# BRIEF
How many lines in the material below include the word "roads"? Give only the number.

# DATA SECTION
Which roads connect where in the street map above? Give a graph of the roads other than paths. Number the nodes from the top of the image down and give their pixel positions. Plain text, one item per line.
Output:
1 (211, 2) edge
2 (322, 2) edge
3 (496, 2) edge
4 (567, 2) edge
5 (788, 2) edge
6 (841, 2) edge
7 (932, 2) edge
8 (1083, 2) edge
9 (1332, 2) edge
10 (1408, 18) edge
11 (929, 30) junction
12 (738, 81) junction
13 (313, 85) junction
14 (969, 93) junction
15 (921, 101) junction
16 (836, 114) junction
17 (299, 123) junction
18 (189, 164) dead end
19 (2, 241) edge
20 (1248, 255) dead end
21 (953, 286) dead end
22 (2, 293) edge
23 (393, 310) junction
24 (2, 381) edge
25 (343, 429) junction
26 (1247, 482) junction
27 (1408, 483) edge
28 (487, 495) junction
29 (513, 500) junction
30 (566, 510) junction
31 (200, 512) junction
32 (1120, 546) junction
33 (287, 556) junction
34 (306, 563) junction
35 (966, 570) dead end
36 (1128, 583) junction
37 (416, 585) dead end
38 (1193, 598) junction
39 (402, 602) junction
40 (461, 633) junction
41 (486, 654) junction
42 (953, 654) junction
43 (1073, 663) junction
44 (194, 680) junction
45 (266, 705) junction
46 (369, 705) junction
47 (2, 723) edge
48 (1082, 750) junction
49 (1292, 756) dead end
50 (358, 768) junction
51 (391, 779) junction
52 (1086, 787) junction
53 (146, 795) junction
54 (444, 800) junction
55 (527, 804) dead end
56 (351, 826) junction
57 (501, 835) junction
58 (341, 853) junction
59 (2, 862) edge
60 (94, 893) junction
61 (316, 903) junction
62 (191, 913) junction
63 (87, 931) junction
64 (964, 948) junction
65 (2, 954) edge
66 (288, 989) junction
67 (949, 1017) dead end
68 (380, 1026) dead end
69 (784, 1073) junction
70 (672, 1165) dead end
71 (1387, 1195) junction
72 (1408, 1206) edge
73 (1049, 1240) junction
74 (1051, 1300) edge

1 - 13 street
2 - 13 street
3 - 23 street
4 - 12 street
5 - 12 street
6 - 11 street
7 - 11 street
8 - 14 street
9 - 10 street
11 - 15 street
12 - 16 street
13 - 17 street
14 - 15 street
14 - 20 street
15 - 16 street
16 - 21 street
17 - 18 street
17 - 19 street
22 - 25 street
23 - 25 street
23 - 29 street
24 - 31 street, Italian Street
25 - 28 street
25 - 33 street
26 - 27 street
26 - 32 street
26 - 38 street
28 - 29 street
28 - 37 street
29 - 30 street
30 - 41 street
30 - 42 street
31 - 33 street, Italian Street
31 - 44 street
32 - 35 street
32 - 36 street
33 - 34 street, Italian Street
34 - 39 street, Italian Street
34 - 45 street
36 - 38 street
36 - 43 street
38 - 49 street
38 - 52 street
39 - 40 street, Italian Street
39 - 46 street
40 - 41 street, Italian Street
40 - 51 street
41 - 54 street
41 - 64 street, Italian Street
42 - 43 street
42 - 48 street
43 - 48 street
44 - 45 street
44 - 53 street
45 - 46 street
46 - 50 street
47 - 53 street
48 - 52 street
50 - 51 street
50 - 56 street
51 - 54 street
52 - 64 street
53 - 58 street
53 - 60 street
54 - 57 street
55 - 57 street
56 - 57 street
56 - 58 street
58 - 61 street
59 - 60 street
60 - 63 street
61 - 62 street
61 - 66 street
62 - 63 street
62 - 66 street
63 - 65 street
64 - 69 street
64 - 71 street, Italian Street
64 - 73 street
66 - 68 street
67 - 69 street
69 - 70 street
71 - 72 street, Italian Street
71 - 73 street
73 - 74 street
---
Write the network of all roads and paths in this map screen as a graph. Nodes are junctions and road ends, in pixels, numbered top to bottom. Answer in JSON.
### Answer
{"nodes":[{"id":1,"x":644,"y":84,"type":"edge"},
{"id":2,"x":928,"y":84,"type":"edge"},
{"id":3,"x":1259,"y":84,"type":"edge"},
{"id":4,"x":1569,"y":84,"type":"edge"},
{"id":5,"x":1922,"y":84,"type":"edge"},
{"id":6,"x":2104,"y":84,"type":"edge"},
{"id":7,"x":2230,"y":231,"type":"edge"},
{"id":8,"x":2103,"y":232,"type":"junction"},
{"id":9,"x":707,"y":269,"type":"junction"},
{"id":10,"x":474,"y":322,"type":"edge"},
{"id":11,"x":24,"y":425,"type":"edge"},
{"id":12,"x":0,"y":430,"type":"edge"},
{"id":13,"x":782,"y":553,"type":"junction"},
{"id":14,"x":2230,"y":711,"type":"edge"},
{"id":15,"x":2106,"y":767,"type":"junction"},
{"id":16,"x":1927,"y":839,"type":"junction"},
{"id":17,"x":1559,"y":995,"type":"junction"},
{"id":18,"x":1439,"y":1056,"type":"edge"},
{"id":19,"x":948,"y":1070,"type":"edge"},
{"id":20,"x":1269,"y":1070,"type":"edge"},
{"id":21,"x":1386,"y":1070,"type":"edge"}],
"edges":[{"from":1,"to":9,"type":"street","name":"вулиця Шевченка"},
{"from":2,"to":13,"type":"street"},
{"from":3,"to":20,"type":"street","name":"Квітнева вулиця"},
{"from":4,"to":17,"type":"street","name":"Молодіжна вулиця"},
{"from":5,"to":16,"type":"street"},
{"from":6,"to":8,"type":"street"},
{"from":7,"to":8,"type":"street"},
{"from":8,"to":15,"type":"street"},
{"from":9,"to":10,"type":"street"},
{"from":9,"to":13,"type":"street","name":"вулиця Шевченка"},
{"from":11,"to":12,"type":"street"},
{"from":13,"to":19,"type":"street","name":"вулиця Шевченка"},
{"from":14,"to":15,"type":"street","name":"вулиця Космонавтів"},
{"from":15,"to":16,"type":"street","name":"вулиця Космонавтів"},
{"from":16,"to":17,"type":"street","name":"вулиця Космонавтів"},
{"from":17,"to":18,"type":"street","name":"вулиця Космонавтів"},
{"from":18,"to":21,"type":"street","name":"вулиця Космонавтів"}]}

# SOLUTION TO THE EXERCISE
2